Raising awareness is important – but telling children and teens about the dangers of bullying, violence, and abuse without practicing skills can increase their anxiety without making them safer. Talking about these dangers and worrying about child safety can feel as if you are taking action, but the reality is that talking and worrying are not enough. Kids need adult protection until they are prepared to protect themselves because they know what to do and how to do it. Adult protection requires recognizing unsafe behavior and intervening to change it as well as rehearsing safety skills with young people.

Just like a chair needs at least three legs to be stable, so does change in human behavior. Dan Heath describes these three strategies in his exceptional book, Switch: How to Change Things When Change is Hard: “Direct the Rider, Motivate the Elephant, and Shape the Path.” The Rider is our intellectual mind. The Elephant is our emotional being. And the Path is what defines how we can get where we need to go.
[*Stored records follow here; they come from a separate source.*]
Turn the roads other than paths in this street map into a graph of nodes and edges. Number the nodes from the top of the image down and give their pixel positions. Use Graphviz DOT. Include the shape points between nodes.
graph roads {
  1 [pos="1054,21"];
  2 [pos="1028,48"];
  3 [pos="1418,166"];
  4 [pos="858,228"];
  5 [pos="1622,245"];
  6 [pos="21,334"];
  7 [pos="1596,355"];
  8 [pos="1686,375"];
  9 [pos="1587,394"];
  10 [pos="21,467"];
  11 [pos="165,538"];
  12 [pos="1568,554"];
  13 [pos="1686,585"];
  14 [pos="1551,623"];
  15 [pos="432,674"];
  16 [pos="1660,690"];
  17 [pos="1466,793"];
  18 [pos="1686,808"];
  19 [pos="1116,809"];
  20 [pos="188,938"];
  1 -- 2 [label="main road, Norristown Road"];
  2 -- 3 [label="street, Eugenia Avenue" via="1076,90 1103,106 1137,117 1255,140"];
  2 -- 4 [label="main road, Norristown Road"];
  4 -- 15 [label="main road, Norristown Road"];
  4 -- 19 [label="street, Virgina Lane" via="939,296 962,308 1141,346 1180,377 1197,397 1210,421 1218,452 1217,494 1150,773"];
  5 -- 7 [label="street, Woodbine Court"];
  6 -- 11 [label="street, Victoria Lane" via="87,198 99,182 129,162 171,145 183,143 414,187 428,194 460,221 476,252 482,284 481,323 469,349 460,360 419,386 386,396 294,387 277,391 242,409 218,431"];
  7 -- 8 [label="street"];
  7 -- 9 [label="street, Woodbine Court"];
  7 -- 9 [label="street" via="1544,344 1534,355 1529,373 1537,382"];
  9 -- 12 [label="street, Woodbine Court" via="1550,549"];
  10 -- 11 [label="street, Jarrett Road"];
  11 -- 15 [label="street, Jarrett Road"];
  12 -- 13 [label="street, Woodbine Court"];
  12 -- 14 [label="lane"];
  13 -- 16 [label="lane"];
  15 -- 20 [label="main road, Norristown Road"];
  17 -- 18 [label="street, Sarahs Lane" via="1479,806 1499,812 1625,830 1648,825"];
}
Here’s how these strategies apply to personal safety education:

  • the “Rider” requires awareness so that people understand how big the problem is and what it looks like;
  • the “Elephant” requires motivation so most people will feel strongly that kids need protection from bullying, abuse, and violence; and
  • the “Path” requires skills so that people will know what to do to intervene in the moment, persist in the face of resistance, make valid assessments, and provide support to others speaking up, even when all of these actions are uncomfortable.

Awareness, motivation, and skills are all necessary for personal safety to be taught consistently, effectively, and practically. Positive practice of these skills can help to reduce worry, develop confidence, and increase competence for both adults and their kids.

Want to learn more about how to practice? Kidpower can help! Sign-up for our free enewsletter. Visit kidpower.org for our extensive free on-line Library, affordable publications including Safety Comics, workshops, and consultation services.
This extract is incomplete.